No es necesario ir muy atrás en el tiempo para comprobarlo. A principios de este año, el Consejo Nacional para la Evaluación de la Política Social (Coneval) presentó su Informe de la evaluación de la política de desarrollo social en México 2011, con un apartado especial sobre la política de desarrollo social y los pueblos indígenas. Corto, pero contundente, el informe asienta que 79 por ciento de los indígenas –esto es, ocho de cada diez– se encuentran en situación de pobreza, lo cual quiere decir que no pueden satisfacer sus necesidades de alimentación, salud y educación, ni dedicando todos sus ingresos a lograrlo. Pero eso no es todo: también se afirma que 40 por ciento de ese porcentaje se encuentran en pobreza extrema, lo que equivale a reconocer que no cuentan con ingresos para satisfacer esas necesidades.
La situación es dramática. De nada ha servido la firma del Convenio 169 de la Organización Internacional del Trabajo, sobre derechos de los pueblos indígenas, realizada hace 20 años; ni la reforma al artículo 2 constitucional de agosto de 2001 –hace más de 10 años–, donde supuestamente se reconoció la autonomía de los pueblos indígenas y su derecho a decidir su propio desarrollo.
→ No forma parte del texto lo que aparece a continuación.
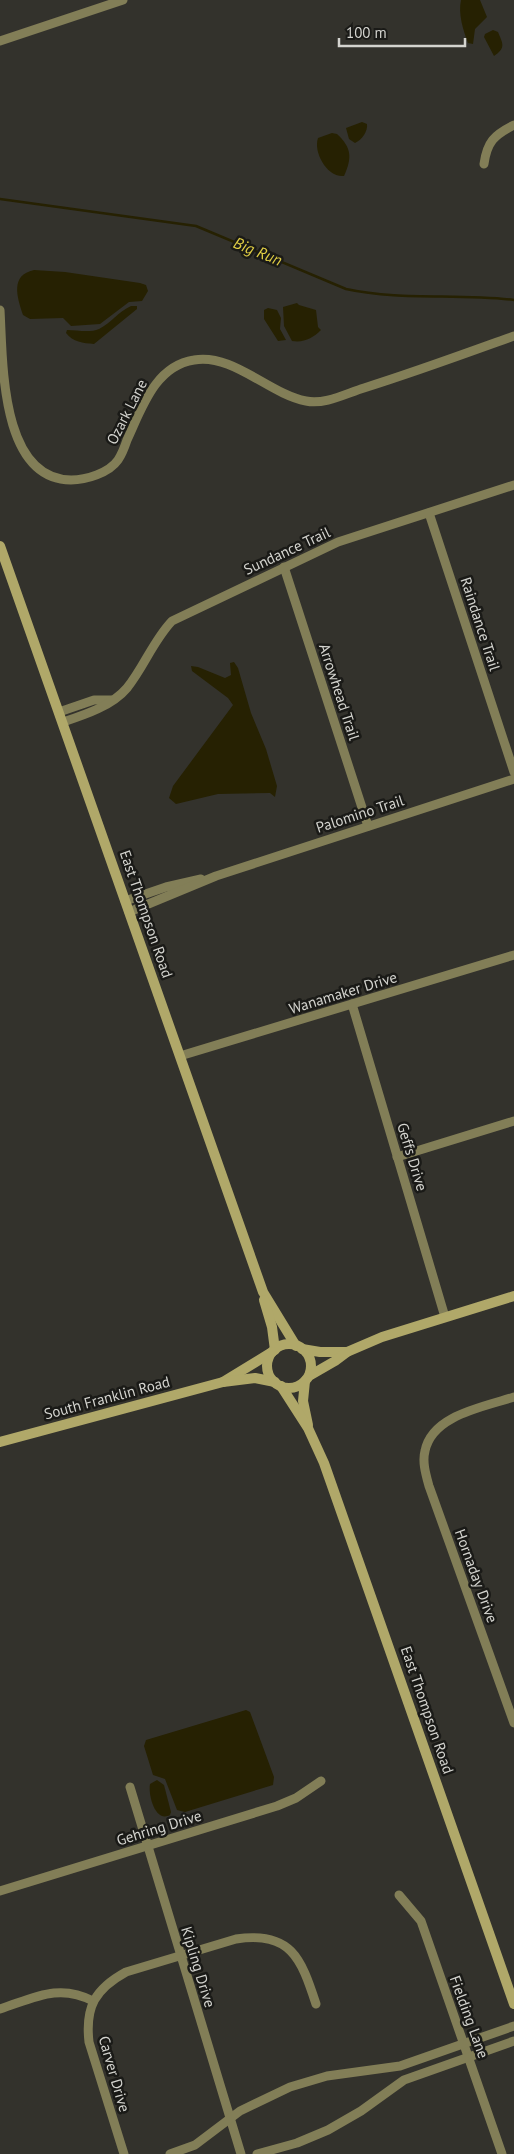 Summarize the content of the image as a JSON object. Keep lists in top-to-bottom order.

En la reforma constitucional, incluso, el gobierno mexicano se comprometió a crear instancias de planeación y ejecución de programas de desarrollo; de igual manera se comprometió a que cada nivel de gobierno destinara una partida específica para la ejecución de esos programas. Nada de eso ha sucedido, los programas se siguen aprobando en las oficinas burocráticas de acuerdo con los intereses de quienes las dirigen.
La pobreza de los pueblos indígenas contrasta con la riqueza de los territorios que habitan, explotados por personas con intereses ajenos a los suyos. Es el caso de los rarámuris. Los desplazamientos de sus asentamientos ancestrales, que los colonizadores impulsaron para dominarlos, continuaron con la reforma agraria, bajo el argumento de formar núcleos de población
a los cuales titularles la tierra. Poco después llegaron los rancheros para apoderarse de las tierras que quedaban deshabitadas o disputándoles las que se les habían titulado: por eso muchos pueblos como Baqueachi y Choreachi siguen defendiendo sus tierras en los tribunales agrarios. Pero no es el único despojo que sufren: a la irracional explotación forestal, que en nada los ha beneficiado, ahora se une la explotación minera y el proyecto turístico Barranca de Cobre, de los cuales ellos sólo ven la contaminación y la basura que van dejando.
Esta situación no se resuelve poniendo el grito en el cielo por la hambruna que sufren, sino cambiando la relación de colonialismo que el estado y la sociedad en su conjunto mantienen con ellos. Las despensas alimentarias, con foto y todo, pueden salvar su situación inmediata, pero las causas de ella requieren otras medidas. La primera, reconocer que son pueblos, con todo lo que esto implica; la segunda, que tienen derechos colectivos, entre ellos el de diseñar su propio desarrollo. En otras palabras, reconocerles su derecho a la autonomía, como el Estado mexicano se comprometió en los acuerdos de San Andrés hace 15 años. Y que a la fecha no ha cumplido.